Related Work. Recently, several methods [412] for finding locations of facial feature points, for example, corners of eyes, eye brushes, mouth, nose tip, beyond detection, and tracking of region center and area have been proposed because of the needs for more accurate recognition of user’s subtle intension like expression. They can be categorized into two different methodologies, that is, iterative parameter optimization and nonparametric localization.

Iterative parameter optimization methods [59] define the facial feature localization as a parameter optimization problem and solve it by iteratively finding least squares solution for a predefined error metric. Active shape model (ASM) [5, 6], active appearance model (AAM) [79], and 3D morphable model (3DMM) [10] are the statistical models which are widely used for facial feature localization by finding optimal parameters of shape and 2D or 3D texture. Although they show good results with some constraints on parameters, they need to set an initial position near optimum and iterative minimization of energy function. In particular, calculation of larger sized hessian matrix is requisite for fitting 3DMM and this causes high computational complexity.

As a nonparametric localization method, Chen et al. [11] calculated the positions of facial feature points by using pixel likelihood maps. They divided facial region into several segments corresponding to each feature point. Then, likelihood maps for each feature point related to the image segments were calculated by using the classifier trained by boosting strategy. This algorithm showed very accurate localization result and fast performance with illumination and scale invariance. However, their method needs a large bundle of nonface training images and cannot deal with occlusion. Kozakaya et al. [4] proposed the codebook-based approach which uses relative directional vectors from regularly divided segment of face image to feature points. They made a codebook which consists of histogram of oriented gradient (HOG) [12] patterns of all training segments, HOG patterns of all facial feature points, and relative directional vectors from all segment centers to facial feature points. For the input face image, they divided face images into canonical segments and found the most similar one from codebook by comparing HOG patterns of input and training segments with approximated nearest neighbor search (ANNS) algorithm [13]. Finally, they calculated the positions of facial feature points by weighted vector concentration (WVC) algorithm which calculates the crossing points of the relative direction vectors corresponding to the found segments.

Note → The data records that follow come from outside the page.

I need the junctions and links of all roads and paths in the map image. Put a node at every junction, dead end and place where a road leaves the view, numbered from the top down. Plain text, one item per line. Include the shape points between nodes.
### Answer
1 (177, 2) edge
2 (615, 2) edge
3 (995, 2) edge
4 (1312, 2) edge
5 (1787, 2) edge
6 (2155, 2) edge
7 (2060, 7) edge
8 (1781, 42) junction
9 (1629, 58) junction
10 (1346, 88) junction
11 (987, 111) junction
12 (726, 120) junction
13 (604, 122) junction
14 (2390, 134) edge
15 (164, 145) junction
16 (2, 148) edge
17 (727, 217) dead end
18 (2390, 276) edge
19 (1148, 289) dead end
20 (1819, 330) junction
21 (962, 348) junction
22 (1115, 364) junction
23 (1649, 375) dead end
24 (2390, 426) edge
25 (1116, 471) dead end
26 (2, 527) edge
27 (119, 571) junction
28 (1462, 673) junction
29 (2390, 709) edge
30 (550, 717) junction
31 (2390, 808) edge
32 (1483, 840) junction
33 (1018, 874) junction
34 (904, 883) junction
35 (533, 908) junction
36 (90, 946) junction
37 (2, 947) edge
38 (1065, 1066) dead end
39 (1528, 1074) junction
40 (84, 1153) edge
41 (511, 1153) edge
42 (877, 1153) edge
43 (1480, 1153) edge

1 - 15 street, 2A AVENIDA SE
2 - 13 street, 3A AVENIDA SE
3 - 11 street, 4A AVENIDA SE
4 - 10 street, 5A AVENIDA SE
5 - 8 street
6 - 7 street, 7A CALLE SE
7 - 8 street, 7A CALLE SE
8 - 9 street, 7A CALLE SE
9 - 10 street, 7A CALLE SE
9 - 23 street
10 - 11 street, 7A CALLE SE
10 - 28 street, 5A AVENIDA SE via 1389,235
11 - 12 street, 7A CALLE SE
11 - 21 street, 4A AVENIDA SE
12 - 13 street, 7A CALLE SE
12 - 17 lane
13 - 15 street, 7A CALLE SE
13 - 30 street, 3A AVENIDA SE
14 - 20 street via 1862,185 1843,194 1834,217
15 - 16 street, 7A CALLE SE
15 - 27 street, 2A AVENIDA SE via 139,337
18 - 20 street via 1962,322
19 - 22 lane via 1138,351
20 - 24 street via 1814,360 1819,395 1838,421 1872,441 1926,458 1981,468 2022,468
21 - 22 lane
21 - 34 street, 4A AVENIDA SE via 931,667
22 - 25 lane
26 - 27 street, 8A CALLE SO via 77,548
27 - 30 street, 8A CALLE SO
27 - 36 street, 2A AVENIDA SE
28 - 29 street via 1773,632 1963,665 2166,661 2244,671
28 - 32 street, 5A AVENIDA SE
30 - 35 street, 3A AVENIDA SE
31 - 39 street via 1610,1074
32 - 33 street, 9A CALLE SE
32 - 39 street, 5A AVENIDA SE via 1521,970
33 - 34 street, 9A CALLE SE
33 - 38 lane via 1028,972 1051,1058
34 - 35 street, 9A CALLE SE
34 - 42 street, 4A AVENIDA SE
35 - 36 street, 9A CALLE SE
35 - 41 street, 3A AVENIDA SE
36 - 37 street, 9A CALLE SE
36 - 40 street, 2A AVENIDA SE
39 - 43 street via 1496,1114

Their algorithm showed a better performance in accuracy than the extended ASM (STASM) [6], the state-of-the-art. Additionally, it could find the occluded feature points from the nonoccluded segments. However, a huge size of storage for codebook, about 600 megabytes for thousands of training images, is inevitable because codebook size is proportional to the number of training segments while a large number of training segments are necessary for generalized performance.

Overview. Figure 1 shows the proposed facial feature localization frame work. First, coarse face region on the input face image is detected by Viola-Jones face detector [1]. And then the image inside the detected region is resized into a canonical size and segmented into a number of regularly positioned blocks. HOG of each block is calculated and projected onto the EHOGs space of that segment to get the projection coefficients. With these coefficients, directional vector from segment center to feature point is calculated by linear combination of EDVs. Here, whether the block is occluded or not is concluded by checking these projection coefficients and similarity measure of the trained and the input HOG patterns. Finally, the position of feature point is calculated by WVC [4].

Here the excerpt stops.